Bread, like food for me has always been about the taste. I had always wanted my breads to taste great. I was now trying to match that with a desire to be healthy too. Around 2010 it was my life focus to hunt out new healthy ingredients and make breads that ticked different health boxes. That focus continues to this day but with even more intensity.
While struggling with dermatitis in London, I sought out any and all treatments that could help. I was most influenced by a naturopath who pointed out to me that what I ate affected my skin and my general health. This sowed the seed of an ethos that has become so important to me, both personally and professionally.
As I get older and have a young family, what we eat has never been so important. Globally there is a greater understanding of nutrition and its long-term consequences. I love nothing better that to make breads that not only taste good, but are good for you. There is infinite literature on how the sourdough enzymes break down gluten making it easier to digest. I have been telling anyone who would listen (and some who won’t) that fact for 20 years. What is great now is how many amazing ingredients we have on offer to add layers to that basic sourdough principle.
Out of the oven
We moved to our third home on Ascot Road, near the airport, two years ago.
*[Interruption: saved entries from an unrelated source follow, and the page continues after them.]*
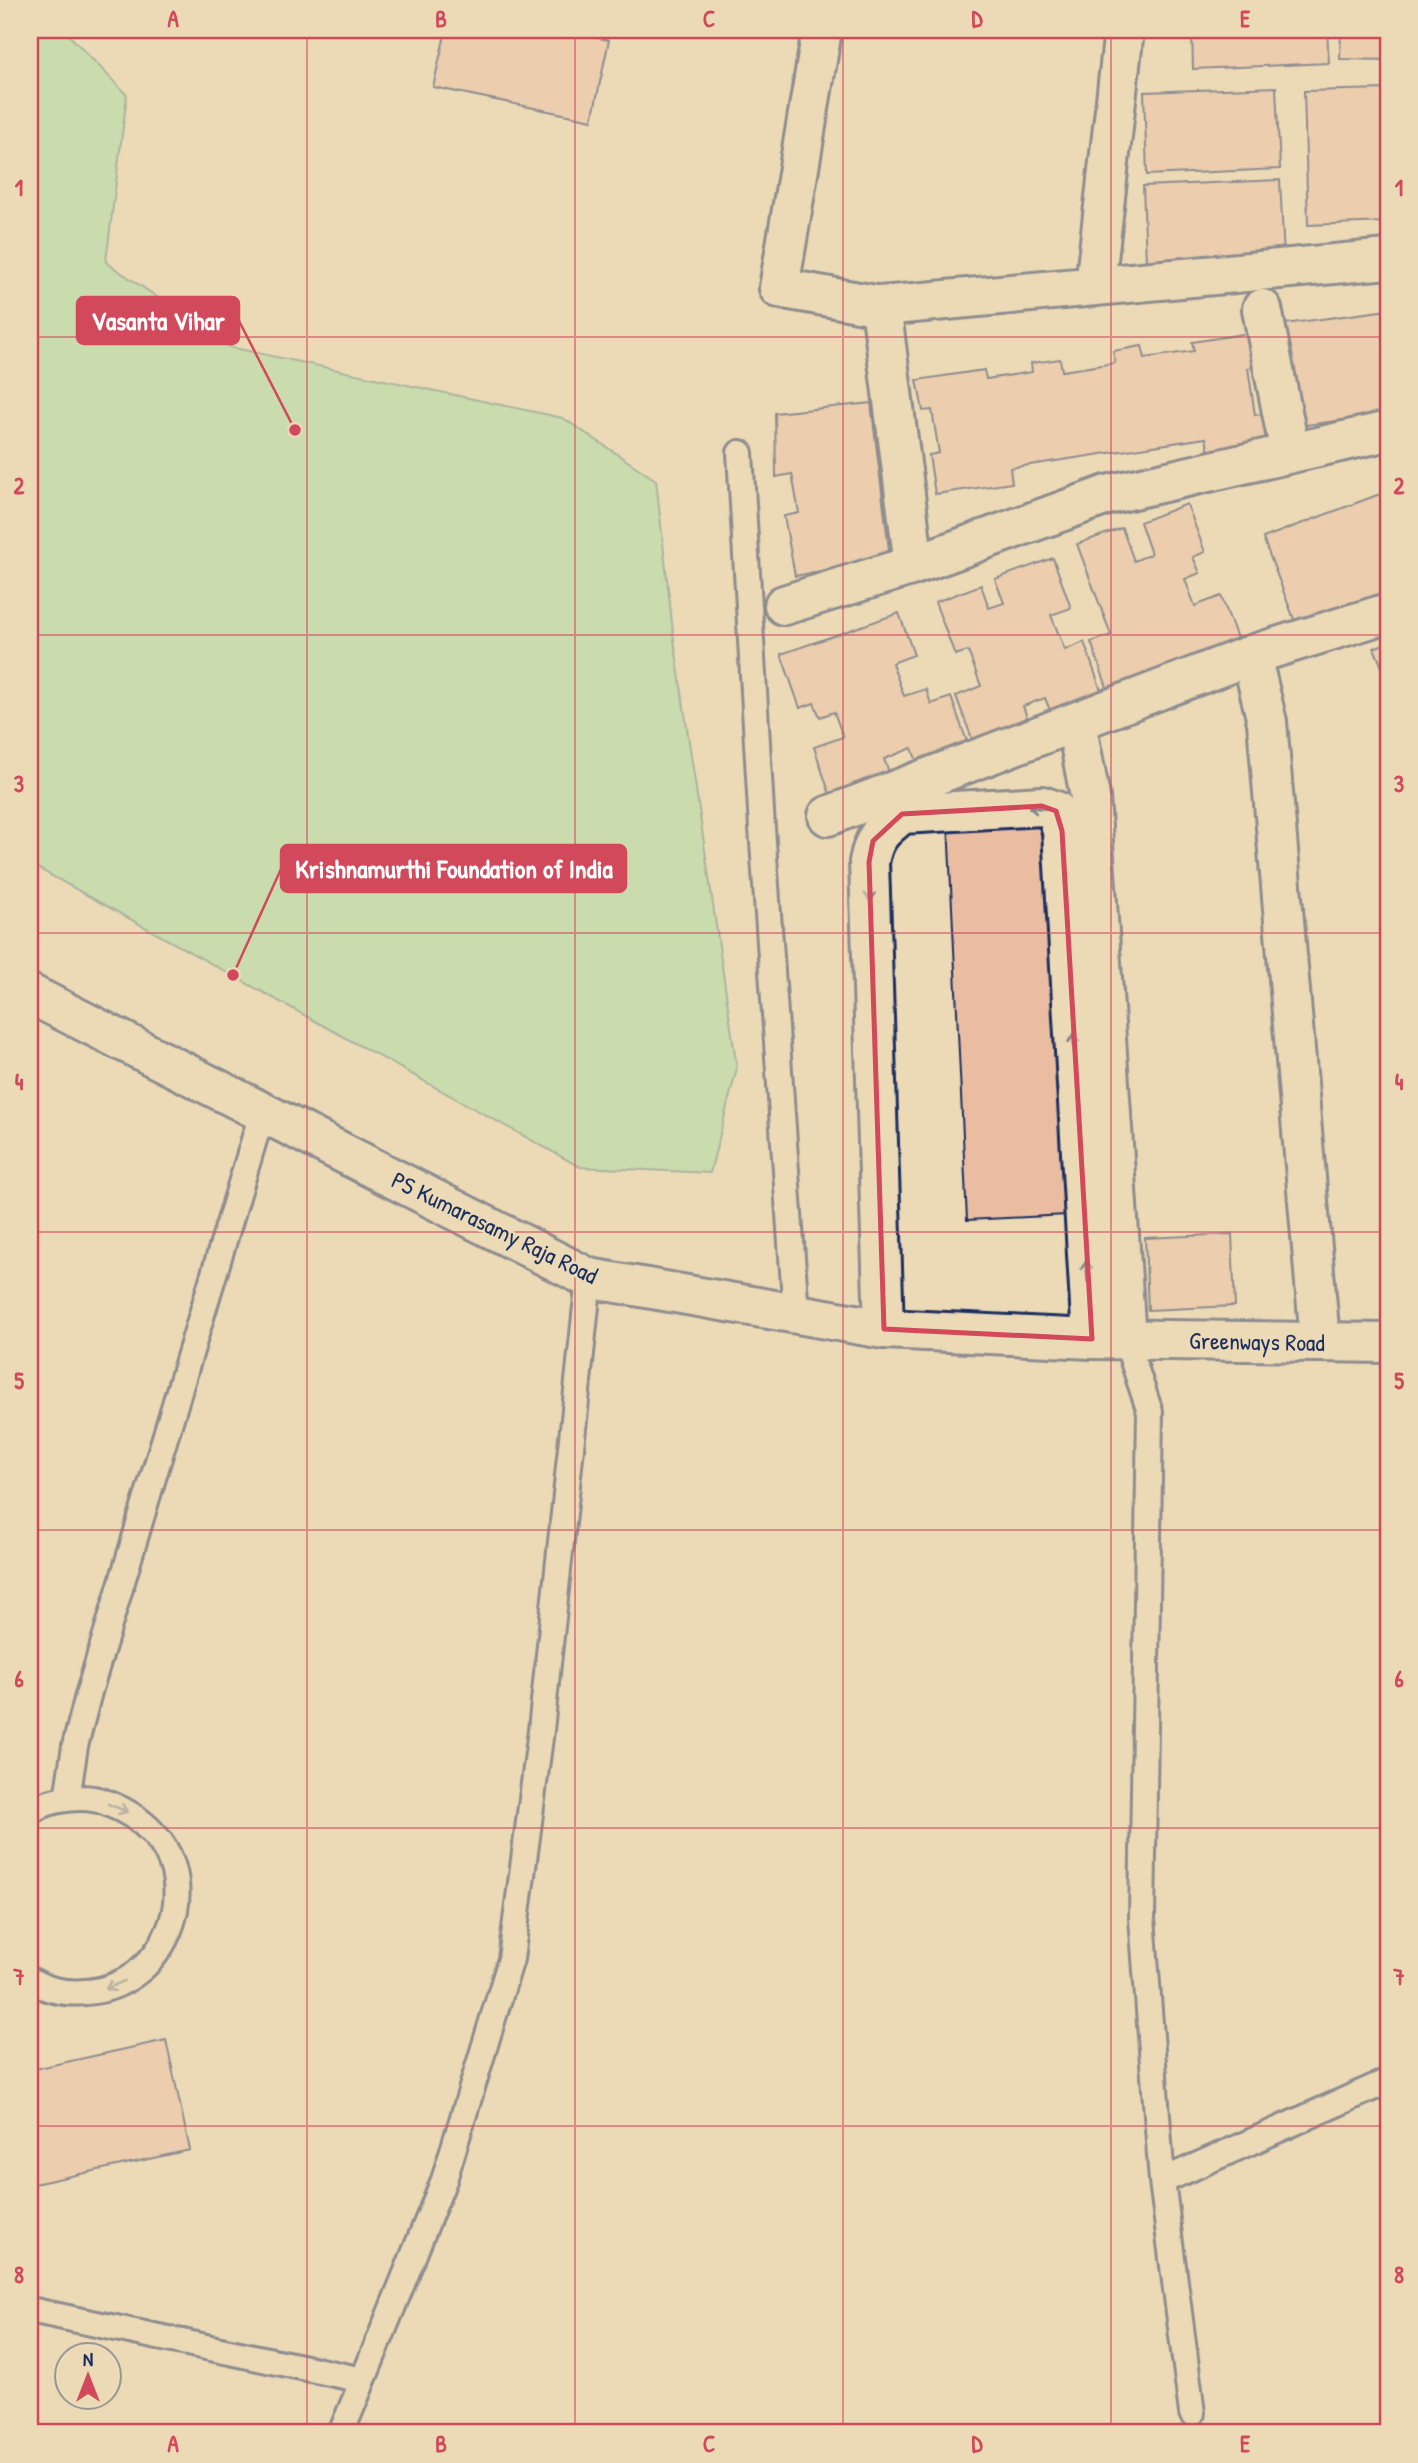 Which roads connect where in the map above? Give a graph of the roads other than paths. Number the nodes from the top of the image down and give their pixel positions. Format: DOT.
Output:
graph roads {
  1 [pos="822,30"];
  2 [pos="1124,30"];
  3 [pos="1388,259"];
  4 [pos="1095,286"];
  5 [pos="881,306"];
  6 [pos="1262,309"];
  7 [pos="1388,431"];
  8 [pos="740,453"];
  9 [pos="1290,453"];
  10 [pos="914,565"];
  11 [pos="784,605"];
  12 [pos="1388,613"];
  13 [pos="1251,655"];
  14 [pos="1076,722"];
  15 [pos="828,816"];
  16 [pos="30,993"];
  17 [pos="263,1110"];
  18 [pos="589,1279"];
  19 [pos="796,1314"];
  20 [pos="884,1329"];
  21 [pos="1109,1340"];
  22 [pos="1320,1342"];
  23 [pos="1388,1343"];
  24 [pos="66,1799"];
  25 [pos="30,1812"];
  26 [pos="30,1980"];
  27 [pos="1388,2081"];
  28 [pos="1162,2181"];
  29 [pos="30,2310"];
  30 [pos="363,2380"];
  31 [pos="1192,2413"];
  32 [pos="341,2433"];
  1 -- 5 [label="street"];
  2 -- 4 [label="street"];
  3 -- 4 [label="street"];
  4 -- 5 [label="street"];
  5 -- 10 [label="street"];
  6 -- 9 [label="street"];
  7 -- 9 [label="street"];
  8 -- 19 [label="lane"];
  9 -- 10 [label="street"];
  10 -- 11 [label="street"];
  12 -- 13 [label="street"];
  13 -- 14 [label="street"];
  13 -- 22 [label="street"];
  14 -- 15 [label="street"];
  14 -- 21 [label="street"];
  16 -- 17 [label="street, PS Kumarasamy Raja Road"];
  17 -- 18 [label="street, PS Kumarasamy Raja Road"];
  17 -- 24 [label="lane"];
  18 -- 19 [label="street, PS Kumarasamy Raja Road"];
  18 -- 30 [label="lane"];
  19 -- 20 [label="street, PS Kumarasamy Raja Road"];
  20 -- 21 [label="street, PS Kumarasamy Raja Road"];
  21 -- 20 [label="street, one-way"];
  21 -- 22 [label="street, Greenways Road"];
  21 -- 28 [label="lane"];
  22 -- 23 [label="street, Greenways Road"];
  24 -- 25 [label="lane"];
  24 -- 26 [label="lane, one-way"];
  27 -- 28 [label="lane"];
  28 -- 31 [label="lane"];
  29 -- 30 [label="lane"];
  30 -- 32 [label="lane"];
}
It is the culmination of all my dreams and a wish list almost all coming true. It’s a reflection of 20 years of hard work and of my aspirations. I don’t think I will ever have everything I need to bake great bread. I can’t stop tinkering and trying to make things better. Ascot, however, is almost there.
With time on my hands during lockdown I am trialing new ideas. They are all health-focused. When the shops reopen, the first monthly special will be a Hemp Sourdough. We have been making Hemp Focaccia for a year now, and I have been meaning to get it into a sourdough for some time. Hemp is a super food and now it is in bread. I can get my kids to eat a toasted sandwich on amazingly healthy Hemp bread. And they love it!
I have more exciting ideas in the pipeline as we look to see a return to normality, hopefully soon. Food waste is my other obsession: the reduction of it and ultimately not having any more waste at all. I am involved in a couple of exciting projects in this vein and I really look forward to sharing these with customers at some point this year. This is about doing what is ethically right, but also making sure it tastes great and is good for you. That is me in a nut shell really.
A while ago I borrowed another bakery’s catchphrase, “it’s all about the bread”. In retrospect, I felt a bit embarrassed so I left it alone. But it is still true for me. The honesty and integrity of my bread is everything: if that ever goes, then so do I. Those in hospo do what we do for the delight in seeing others enjoy what we cook and creating happiness through food. I do feel a real sense of achievement in seeing all different folk from various walks of life enjoying my bread. From the foodies who tell me it reminds them of breads around the world to my dad, a stoic Yorkshire man, who used to complain that the marmalade fell through the holes of ciabatta! He still ate it all though!
After 35 years in this industry I still love what I do. I feel a real sense of achievement when we send out thousands of loaves of great bread on a Friday night knowing that so many people around Auckland will be enjoying a loaf tomorrow. To me it means that Wild Wheat, and all the hard work leading up to this one moment, has been worth it.
I am only as good as my last loaf, so back into the kitchen I go.